At a molecular level soap breaks things apart. Soap is made of tiny molecules that contain a head and a tail. The head portion of the molecule easily binds with water while the tail portion avoids binding with water, instead it binds with oils and fats. When you wash a greasy dish or lather your dirty body with soap the tail portion of these tiny molecules attach themselves to lipids and dirt and pries them off, working like a crowbar to remove them from the dish or body where they are then trapped in the tiny bubbles of soap called micelles and washed away.
Soap works not only to remove dirt and grease from surfaces but it's also highly effective at removing viruses and bacteria, better than hand sanitizers. Even viruses that don't depend on lipid membranes to infect can be washed away with vigorous washing with soap.
Dish detergents and body washes are not soap. Soaps are made by combining an acid and a base through the chemical process known as saponification.
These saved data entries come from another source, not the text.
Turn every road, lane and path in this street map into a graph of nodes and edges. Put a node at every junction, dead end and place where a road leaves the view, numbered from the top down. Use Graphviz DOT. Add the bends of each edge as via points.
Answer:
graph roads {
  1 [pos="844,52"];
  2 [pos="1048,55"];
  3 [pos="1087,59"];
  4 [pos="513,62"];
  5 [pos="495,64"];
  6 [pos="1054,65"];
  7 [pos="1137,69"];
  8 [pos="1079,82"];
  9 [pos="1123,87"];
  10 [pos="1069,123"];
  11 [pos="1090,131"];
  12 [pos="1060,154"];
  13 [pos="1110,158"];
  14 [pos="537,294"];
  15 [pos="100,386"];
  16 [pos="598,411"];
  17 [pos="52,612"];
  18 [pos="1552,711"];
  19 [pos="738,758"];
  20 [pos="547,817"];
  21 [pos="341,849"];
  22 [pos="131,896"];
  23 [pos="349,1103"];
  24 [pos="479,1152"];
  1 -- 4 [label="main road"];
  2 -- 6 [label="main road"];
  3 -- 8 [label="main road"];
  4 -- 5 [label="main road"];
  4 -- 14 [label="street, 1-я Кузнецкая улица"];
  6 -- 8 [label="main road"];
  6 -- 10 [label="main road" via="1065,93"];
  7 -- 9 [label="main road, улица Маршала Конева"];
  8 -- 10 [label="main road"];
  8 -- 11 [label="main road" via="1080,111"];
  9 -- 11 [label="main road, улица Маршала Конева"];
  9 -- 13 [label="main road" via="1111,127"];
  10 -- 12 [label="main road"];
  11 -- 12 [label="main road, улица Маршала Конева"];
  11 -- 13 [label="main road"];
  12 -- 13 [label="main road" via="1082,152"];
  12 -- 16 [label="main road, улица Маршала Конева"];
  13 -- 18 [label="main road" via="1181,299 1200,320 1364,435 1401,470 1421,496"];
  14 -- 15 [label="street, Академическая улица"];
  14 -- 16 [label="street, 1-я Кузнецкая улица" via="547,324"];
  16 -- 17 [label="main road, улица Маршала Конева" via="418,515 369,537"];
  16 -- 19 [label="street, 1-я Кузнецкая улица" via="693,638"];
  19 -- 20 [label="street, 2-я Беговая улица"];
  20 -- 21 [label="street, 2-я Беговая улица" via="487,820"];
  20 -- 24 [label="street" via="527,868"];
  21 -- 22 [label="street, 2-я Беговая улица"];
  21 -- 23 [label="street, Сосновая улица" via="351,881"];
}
Instead detergents contain surfactants which work the same way as soap by attaching to the grease and dirt on one end and the water on another end, however they don't stop working like this when they're washed down the drain. If the surfactants are persistent, they do the same thing to aquatic life by attacking the natural oils in the mucus membrane of fish and in some cases causing their gills to quit working.
Many detergents and body washes also contain phosphates which can enter fresh water when washed down the drain promoting the growth of algae.
So, although you can get your body and your dishes clean with detergents the cost to fresh water and aquatic life makes soap the better choice!